During World War II (1939–1945), American football in Japan came to a halt. However, soon after the war, football in Japan resumed. Rusch, who had earlier left Japan for the war, returned in 1945. During the following years, high school and junior high school teams were formed.

The 1970s saw American college football teams visiting Japan. In 1971, a Utah State University team led by coach Chuck Mills and future NFL quarterback Tony Adams played two exhibition matches against Japanese All-Star teams, winning by wide margins in both games. Brigham Young University played two exhibition contests in 1977, also against Japanese All-Star teams, with the American side again winning handily both times. The Cougars returned to Japan the following season to play an official regular season game against UNLV; All-American quarterback Marc Wilson threw 3 touchdown passes to lead BYU to a 28-24 victory in front of a crowd of 27,500 at Yokohama Stadium.
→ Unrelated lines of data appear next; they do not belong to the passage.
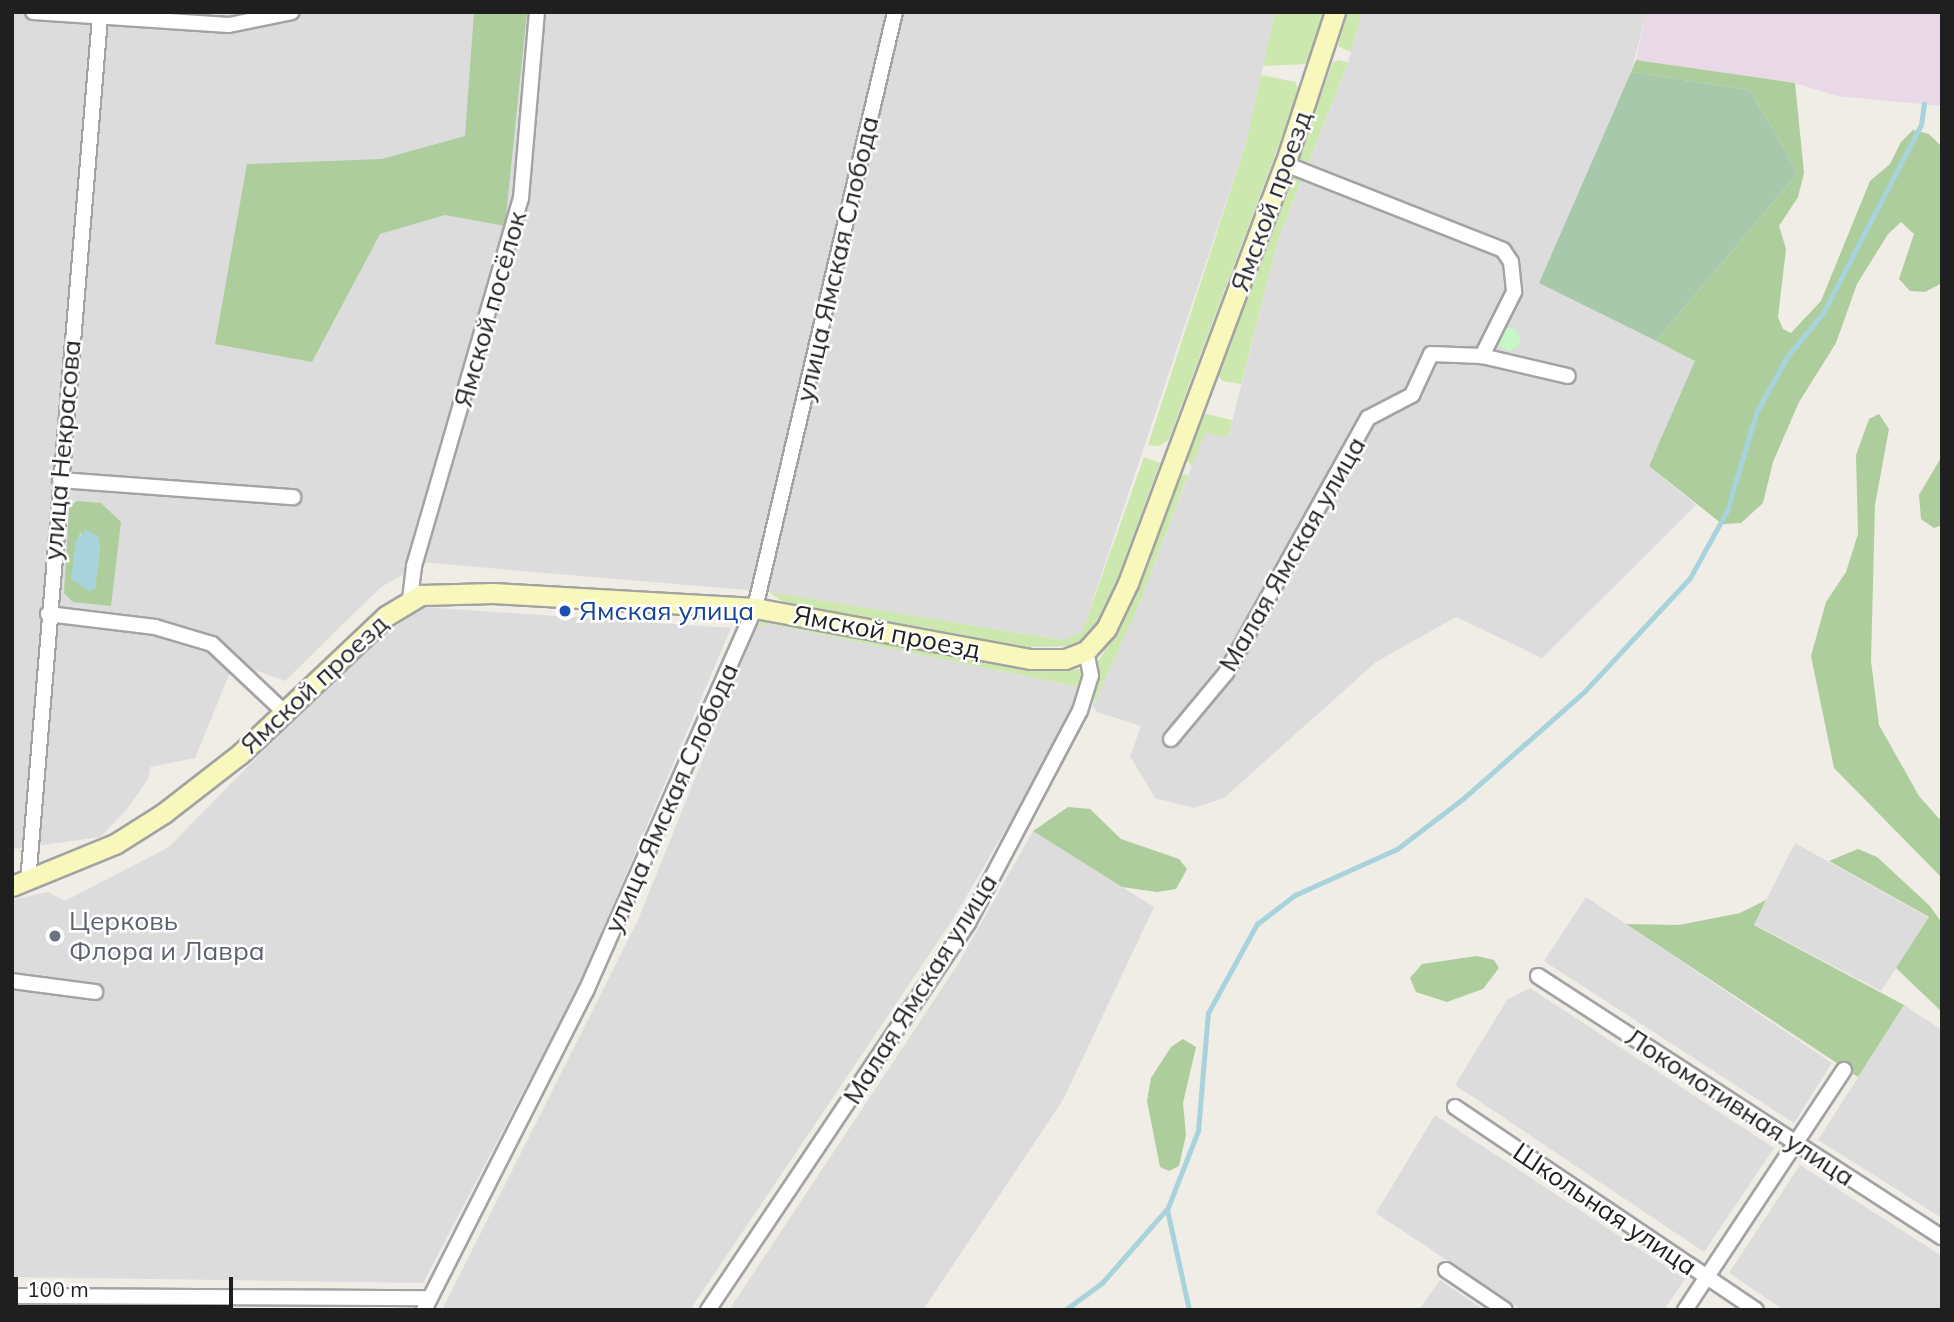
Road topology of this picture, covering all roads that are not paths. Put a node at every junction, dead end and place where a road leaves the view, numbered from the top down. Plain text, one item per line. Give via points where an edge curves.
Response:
1 (33, 12) edge
2 (292, 12) edge
3 (537, 12) edge
4 (895, 12) edge
5 (1335, 12) edge
6 (100, 18) junction
7 (1285, 164) junction
8 (1482, 356) junction
9 (1568, 376) dead end
10 (60, 480) junction
11 (293, 498) dead end
12 (410, 599) junction
13 (755, 608) junction
14 (48, 614) junction
15 (1086, 651) junction
16 (283, 711) junction
17 (1171, 739) dead end
18 (20, 884) edge
19 (1538, 976) dead end
20 (12, 981) edge
21 (95, 992) dead end
22 (1844, 1070) dead end
23 (1455, 1107) dead end
24 (1796, 1143) junction
25 (1942, 1237) edge
26 (1446, 1270) dead end
27 (1707, 1277) junction
28 (12, 1296) edge
29 (148, 1304) edge
30 (427, 1304) edge
31 (708, 1310) edge
32 (1505, 1310) edge
33 (1685, 1310) edge
34 (1756, 1310) edge

1 - 6 street
2 - 6 street via 229,24
3 - 12 street, Ямской посёлок via 521,198 414,566
4 - 13 street, улица Ямская Слобода
5 - 7 main road, Ямской проезд
6 - 10 street, улица Некрасова
7 - 8 street via 1503,250 1511,262 1514,292
7 - 15 main road, Ямской проезд via 1118,607 1101,637
8 - 9 street, Малая Ямская улица
8 - 17 street, Малая Ямская улица via 1431,354 1412,395 1368,418 1226,673
10 - 11 street
10 - 14 street, улица Некрасова
12 - 13 main road, Ямской проезд via 435,593 493,593
12 - 16 main road, Ямской проезд
13 - 15 main road, Ямской проезд via 1030,659 1065,659
13 - 30 street, улица Ямская Слобода via 586,991
14 - 16 street via 155,627 212,644
14 - 18 street, улица Некрасова
15 - 31 street, Малая Ямская улица via 1091,676 1080,711 968,923
16 - 18 main road, Ямской проезд via 240,754 138,831
19 - 24 street, Локомотивная улица
20 - 21 street
22 - 24 street
23 - 27 street, Школьная улица
24 - 25 street, Локомотивная улица
24 - 27 street
26 - 32 street
27 - 33 street
27 - 34 street, Школьная улица
28 - 29 street
29 - 30 street

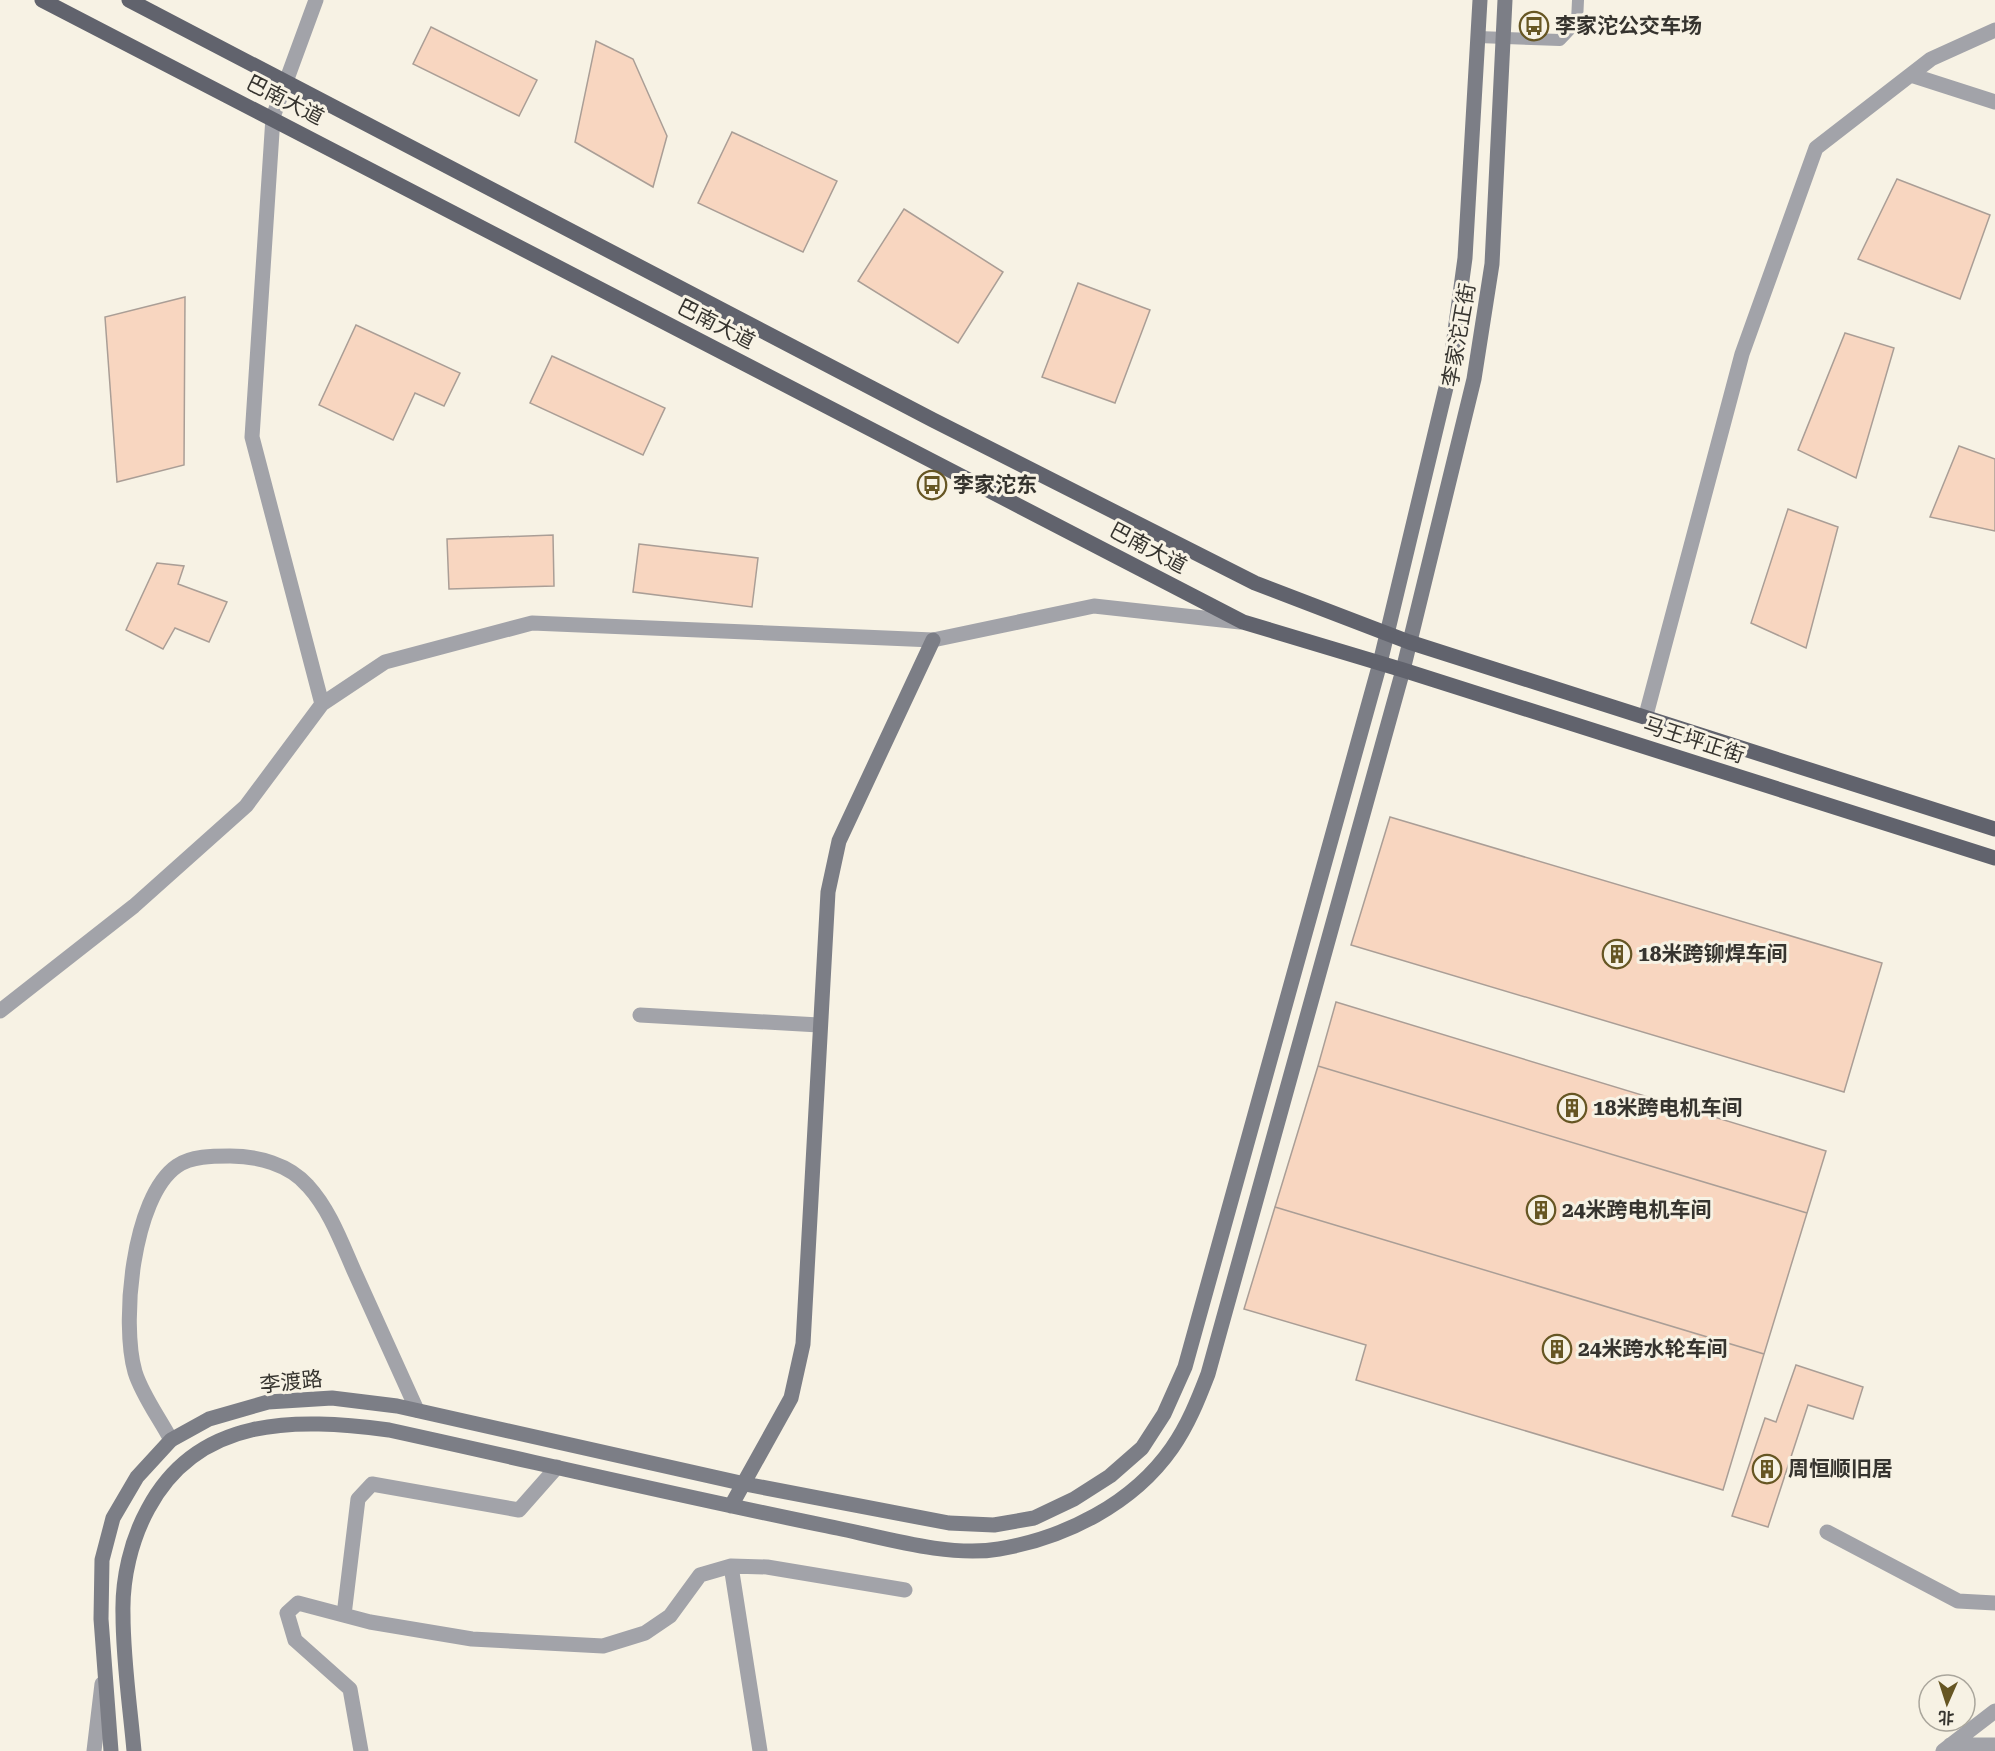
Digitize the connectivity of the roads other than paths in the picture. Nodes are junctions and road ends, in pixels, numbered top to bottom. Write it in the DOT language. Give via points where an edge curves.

From 1977 to 1993, a regular season game between American college teams was played in Japan, initially sponsored by Mitsubishi and known as the Mirage Bowl. The name was changed to "Coca-Cola Classic" in 1986 to reflect the game's new corporate sponsor at that time. Grambling State University defeated Temple University 35-32 in the initial game, held at Korakuen Stadium, with Grambling quarterback Doug Williams being named MVP. The annual game was moved to the Tokyo Dome in 1988, with Heisman Trophy winner Barry Sanders rushing for 332 yards and 4 touchdowns for Oklahoma State University that year against Texas Tech University, thus finishing the season with NCAA single-season records of 2,628 rushing yards and 39 touchdowns. Another record-breaking performance came in 1990, when David Klingler of the University of Houston passed for a single-game record 716 yards in a 62-45 victory over Arizona State University.

Today, more than 17,000 players participate in a national competition for about 400 teams. There are two college football leagues, the Kanto League with teams from eastern Japan and the Kansai League with teams from western Japan. Each league has different divisions. The Division I of the Kanto League has two Conferences (A and B). The champions of the two leagues battle for the college championship in the Koshien Bowl.

The highest level of American Football in Japan is the X-League, the league consisting of true company teams and club teams sponsored by companies. The company league was founded in 1981; since 1996, it has been called the X-League. Like the college leagues, the X-League has different divisions. The Division I has three regional divisions (East, Central, West). The two top teams of each division advance to the playoffs, called the Final 6. The championship game is called Japan X Bowl and is held in December. The X-League champion then plays against the college champion in the Rice Bowl for the Japanese national championship.

==Organization==
===Professional===

The X-League is the highest level of football in Japan. In recent years, professionals from overseas have played in the X-League, including former NFL quarterback Devin Gardner.

===University and collegiate===
College football in Japan, often played at the club level, is made up of eight leagues, spanning all four islands. The East and West champions play in the annual Koshien Bowl in Nishinomiya.

====East (東日本)====
- Kantoh Collegiate American Football Association
- Hokkaido American Football Association
- Tohoku Collegiate American Football Association

====West (西日本)====
- Chushikoku Collegiate American Football Association
- Hokuriku Collegiate American Football League
- Kansai Collegiate American Football League
- Kyūshū Collegiate American Football Association
- Tokai Collegiate American Football Association

The winners of the Japan X Bowl and Koshien Bowl play each other in the Rice Bowl.